TASK TO CARRY OUT:
For the listing below, give the number of lines that contain the word "Monks" and no other text.
#### TASK DATA ####
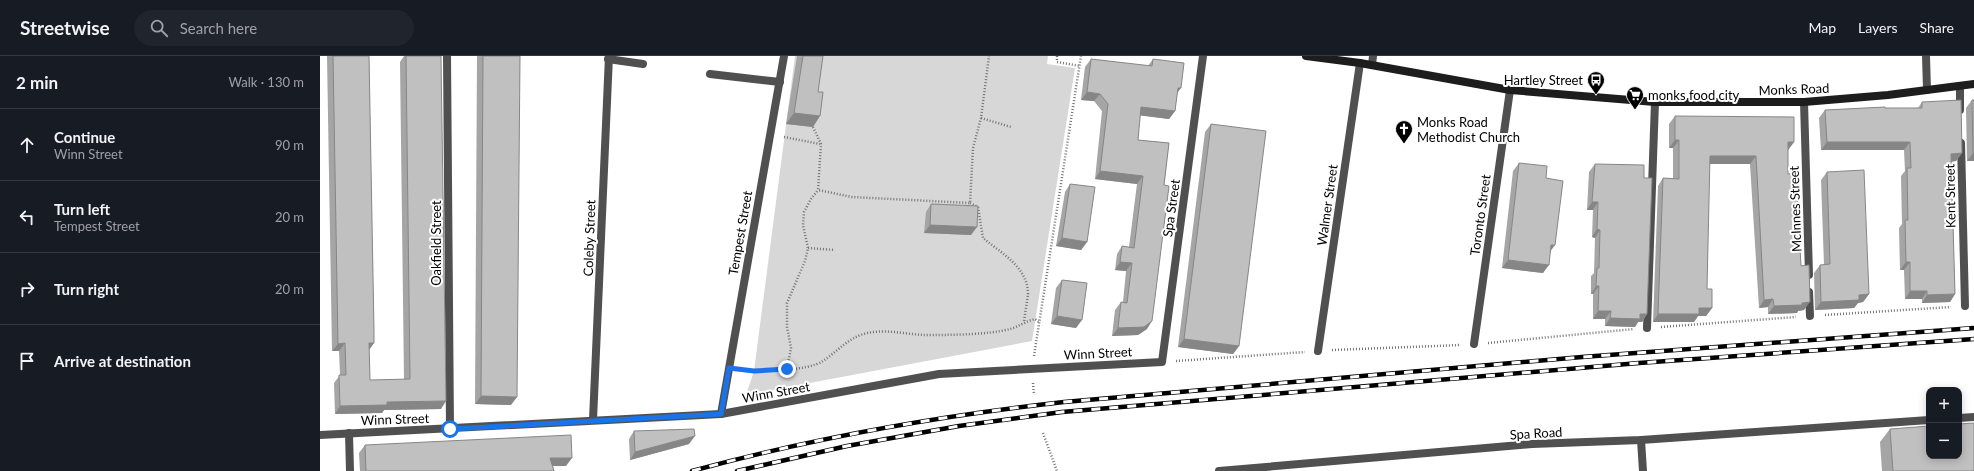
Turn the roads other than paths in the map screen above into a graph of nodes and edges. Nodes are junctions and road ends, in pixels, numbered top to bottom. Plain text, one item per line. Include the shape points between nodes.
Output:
1 (447, 56) edge
2 (784, 56) edge
3 (1203, 56) edge
4 (1306, 56) edge
5 (1373, 56) edge
6 (1926, 56) edge
7 (608, 57) edge
8 (1360, 63) junction
9 (643, 64) dead end
10 (1372, 65) junction
11 (710, 74) dead end
12 (780, 82) junction
13 (1974, 84) edge
14 (1960, 86) junction
15 (1510, 90) junction
16 (1927, 90) junction
17 (1655, 102) junction
18 (1804, 102) junction
19 (1960, 117) edge
20 (1961, 133) edge
21 (1965, 306) road end
22 (1810, 316) road end
23 (1647, 328) road end
24 (1474, 344) road end
25 (1318, 351) road end
26 (1162, 362) joint
27 (721, 414) junction
28 (1974, 417) edge
29 (1962, 418) edge
30 (593, 420) junction
31 (1926, 420) edge
32 (450, 429) junction
33 (349, 433) junction
34 (320, 435) edge
35 (1641, 440) junction
36 (350, 471) edge
37 (1219, 471) edge
38 (1642, 471) edge

1 - 32 street, Oakfield Street
2 - 12 street, Tempest Street
3 - 26 street, Spa Street
4 - 8 main road, Monks Road
5 - 10 street
6 - 16 street
7 - 9 street
7 - 30 street, Coleby Street
8 - 10 main road, Monks Road
8 - 25 street, Walmer Street
10 - 15 main road, Monks Road
11 - 12 street
12 - 27 street, Tempest Street
13 - 14 main road, Monks Road
14 - 16 main road, Monks Road
14 - 19 street
15 - 17 main road, Monks Road
15 - 24 street, Toronto Street
16 - 18 main road, Monks Road
17 - 18 main road, Monks Road
17 - 23 street
18 - 22 street, McInnes Street
20 - 21 street, Kent Street
26 - 27 street, Winn Street via 939,374
27 - 30 street, Winn Street
28 - 29 street
30 - 32 street, Winn Street
31 - 35 street, Spa Road
32 - 33 street, Winn Street
33 - 34 street, Winn Street
33 - 36 street
35 - 37 street, Spa Road via 1532,444
35 - 38 street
####
ANSWER TO THIS PROBLEM:
8